Sur le DVD de la version intégrale, on trouvera la
Bande-annonce (3'00) du film en anglais sous-titré. Tiré d'un élément appelé " marron combiné ", cette bande-annonce est d'une piètre qualité d'image et de son, sans titre ni trucages. Avec grande classe l'éditeur s'en excuse mais dans un souci d'exhaustivité la met en supplément du film compte tenu de sa rareté. Toute la ligne éditoriale de Carlotta est résumée dans ce bonus : cinéphilie mais aussi respect de l'acheteur.
Sur le DVD de la version française, on trouvera une introduction et une étude sur la collaboration entre Lang et Brecht sur le film par l'historien du cinéma Bernard Eisenschitz.
L'
Introduction de Bernard Eisenschitz (3'16) revient sur les deux versions du film, celle américaine de 135 minutes sortie pendant la guerre en 1943, et celle sortie en France en août 1947 et raccourcie à 115 minutes. Renseignée et intéressante, cette présentation retrace les raisons et les conséquences de ces deux versions, d'un scénario initial dépassant déjà les durées standards à la version officielle sortie en France au sortir de la guerre dont le contretype conservé permettra une diffusion de la version tronquée du film de Lang pendant des années jusqu'à la réhabilitation de la version intégrale en 1963 qui sera une véritable redécouverte pour les cinéphiles français mais qui restera curieusement occultée par la version raccourcie. Ayant éclairé notre savoir sur les raisons du caractère quasi-inédit en France de la version intégrale du film, l'historien du cinéma finit brièvement sur les différences entre les deux films. Un exposé clair et instructif qui complète parfaitement la remarquable initiative de présenter les deux versions, la version intégrale enfin éditée en DVD et la version française telle qu'elle a été vue en France pendant des décennies.

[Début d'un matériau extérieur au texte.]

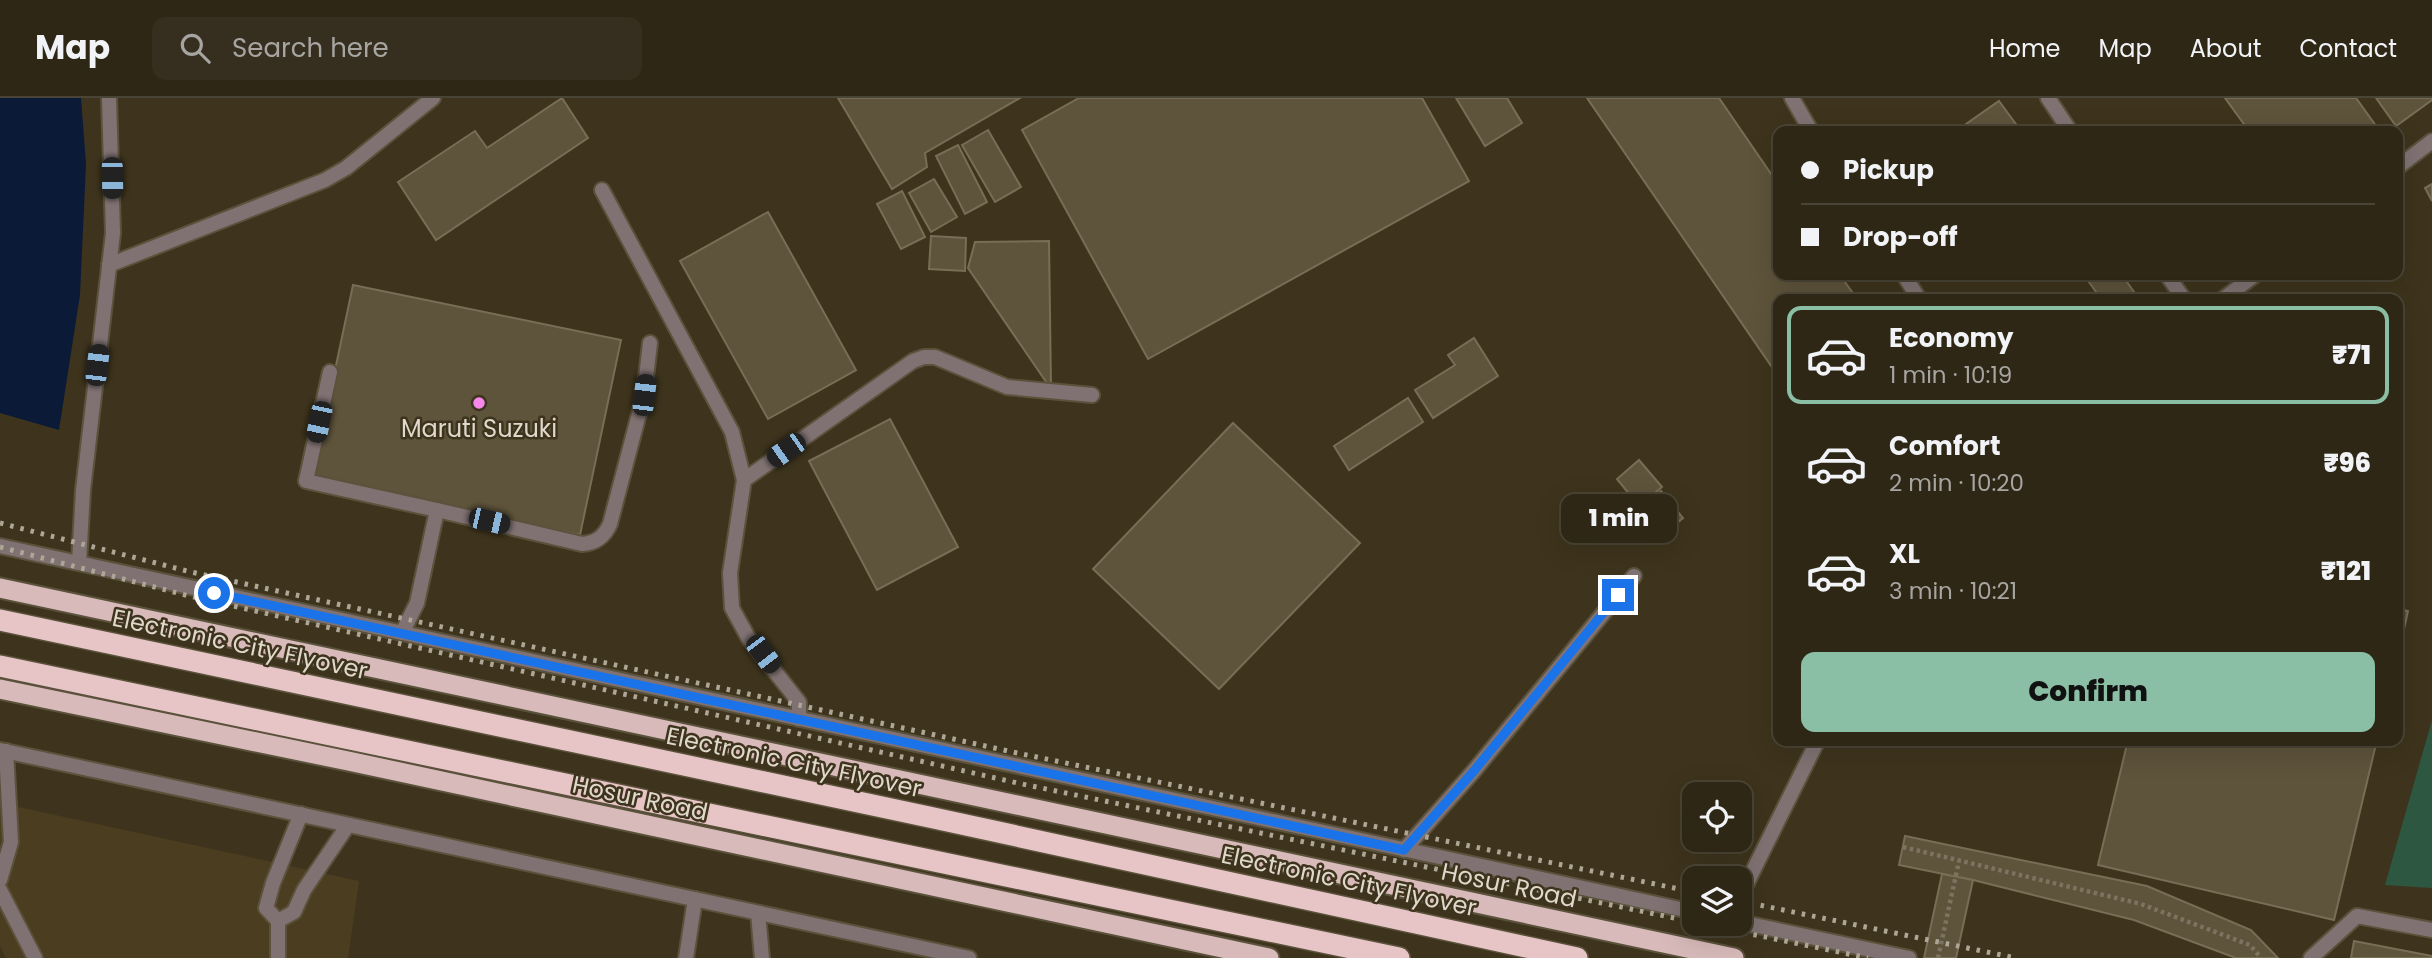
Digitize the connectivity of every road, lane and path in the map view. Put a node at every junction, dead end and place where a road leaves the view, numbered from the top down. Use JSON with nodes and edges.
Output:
{"nodes":[{"id":1,"x":109,"y":98,"type":"edge"},
{"id":2,"x":433,"y":98,"type":"edge"},
{"id":3,"x":1792,"y":98,"type":"edge"},
{"id":4,"x":2048,"y":98,"type":"edge"},
{"id":5,"x":1808,"y":126,"type":"edge"},
{"id":6,"x":2067,"y":126,"type":"edge"},
{"id":7,"x":2432,"y":141,"type":"edge"},
{"id":8,"x":2403,"y":163,"type":"edge"},
{"id":9,"x":602,"y":190,"type":"dead end"},
{"id":10,"x":109,"y":265,"type":"junction"},
{"id":11,"x":2248,"y":280,"type":"edge"},
{"id":12,"x":2229,"y":294,"type":"edge"},
{"id":13,"x":650,"y":343,"type":"dead end"},
{"id":14,"x":330,"y":372,"type":"dead end"},
{"id":15,"x":1092,"y":395,"type":"dead end"},
{"id":16,"x":744,"y":480,"type":"junction"},
{"id":17,"x":438,"y":510,"type":"junction"},
{"id":18,"x":0,"y":547,"type":"edge"},
{"id":19,"x":79,"y":564,"type":"junction"},
{"id":20,"x":1634,"y":576,"type":"dead end"},
{"id":21,"x":0,"y":588,"type":"edge"},
{"id":22,"x":0,"y":620,"type":"edge"},
{"id":23,"x":402,"y":633,"type":"junction"},
{"id":24,"x":0,"y":666,"type":"edge"},
{"id":25,"x":0,"y":689,"type":"edge"},
{"id":26,"x":799,"y":719,"type":"junction"},
{"id":27,"x":1815,"y":746,"type":"edge"},
{"id":28,"x":3,"y":750,"type":"edge"},
{"id":29,"x":301,"y":814,"type":"junction"},
{"id":30,"x":348,"y":825,"type":"junction"},
{"id":31,"x":1903,"y":847,"type":"dead end"},
{"id":32,"x":1404,"y":850,"type":"junction"},
{"id":33,"x":1959,"y":861,"type":"junction"},
{"id":34,"x":1752,"y":873,"type":"edge"},
{"id":35,"x":0,"y":880,"type":"edge"},
{"id":36,"x":0,"y":890,"type":"edge"},
{"id":37,"x":695,"y":899,"type":"junction"},
{"id":38,"x":1682,"y":909,"type":"edge"},
{"id":39,"x":758,"y":913,"type":"junction"},
{"id":40,"x":278,"y":921,"type":"junction"},
{"id":41,"x":1752,"y":925,"type":"edge"},
{"id":42,"x":2432,"y":930,"type":"edge"},
{"id":43,"x":35,"y":958,"type":"edge"},
{"id":44,"x":278,"y":958,"type":"edge"},
{"id":45,"x":686,"y":958,"type":"edge"},
{"id":46,"x":761,"y":958,"type":"edge"},
{"id":47,"x":969,"y":958,"type":"edge"},
{"id":48,"x":1269,"y":958,"type":"edge"},
{"id":49,"x":1399,"y":958,"type":"edge"},
{"id":50,"x":1577,"y":958,"type":"edge"},
{"id":51,"x":1734,"y":958,"type":"edge"},
{"id":52,"x":1909,"y":958,"type":"edge"},
{"id":53,"x":1938,"y":958,"type":"edge"},
{"id":54,"x":2261,"y":958,"type":"edge"},
{"id":55,"x":2311,"y":958,"type":"edge"}],
"edges":[{"from":1,"to":10,"type":"street"},
{"from":2,"to":10,"type":"street"},
{"from":3,"to":5,"type":"street"},
{"from":4,"to":6,"type":"street"},
{"from":7,"to":8,"type":"street"},
{"from":9,"to":16,"type":"street"},
{"from":10,"to":19,"type":"street"},
{"from":11,"to":12,"type":"street"},
{"from":13,"to":17,"type":"street"},
{"from":14,"to":17,"type":"street"},
{"from":15,"to":16,"type":"street"},
{"from":16,"to":26,"type":"street"},
{"from":17,"to":23,"type":"street"},
{"from":18,"to":19,"type":"street"},
{"from":19,"to":23,"type":"street"},
{"from":20,"to":32,"type":"street"},
{"from":21,"to":51,"type":"highway","name":"Hosur Road"},
{"from":22,"to":50,"type":"highway","name":"Electronic City Flyover"},
{"from":23,"to":26,"type":"street"},
{"from":24,"to":49,"type":"highway"},
{"from":25,"to":48,"type":"highway","name":"Hosur Road"},
{"from":26,"to":32,"type":"street"},
{"from":27,"to":34,"type":"street"},
{"from":28,"to":29,"type":"street"},
{"from":28,"to":35,"type":"street"},
{"from":29,"to":30,"type":"street"},
{"from":29,"to":40,"type":"street"},
{"from":30,"to":37,"type":"street"},
{"from":30,"to":40,"type":"street"},
{"from":31,"to":33,"type":"path"},
{"from":32,"to":38,"type":"street"},
{"from":33,"to":53,"type":"path"},
{"from":33,"to":54,"type":"path"},
{"from":36,"to":43,"type":"street"},
{"from":37,"to":39,"type":"street"},
{"from":37,"to":45,"type":"street"},
{"from":39,"to":46,"type":"street"},
{"from":39,"to":47,"type":"street"},
{"from":40,"to":44,"type":"street"},
{"from":41,"to":52,"type":"street"},
{"from":42,"to":55,"type":"street"}]}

La collaboration Brecht/Lang (28'30) est une intéressante étude de l'historien du cinéma Bernard Eisenschitz sur l'écriture du film par le cinéaste et le dramaturge allemands. Grâce à des correspondances ou des mémoires retrouvés, l'historien décrit les relations entre les deux hommes et leur collaboration sur
Les bourreaux meurent aussi, fruit de leur travail commun. Mélangeant perspectives historiques et histoires personnelles, comme l'assassinat de Heydrich ou les difficultés des deux artistes (Lang sans contrat depuis 1942 et Brecht débarqué aux Etats-Unis), Bernard Eisenschitz raconte les péripéties du scénario évoquant avec précision les désaccords comme les visées communes. Parfaitement renseignée, cette étude fait le point sur la création du scénario et les conflits entre scénaristes (avec deux autres scénaristes américains qui écarteront Brecht), avant de s'attacher à montrer à travers des exemples issus du film les divergences de points de vue entre Lang et Brecht, que ce soit dans une conception de narration grand public pour Lang opposée à une dramaturgie plus distanciée pour Brecht, ou pour la distribution, la direction d'acteur ou la mise en scène du film. Relatant à la fois les difficultés lors de l'écriture du scénario et les différences de style des deux auteurs illustrées par des scènes du film, Bernard Eisenschitz offre une très bonne étude sur l'art délicat de la création.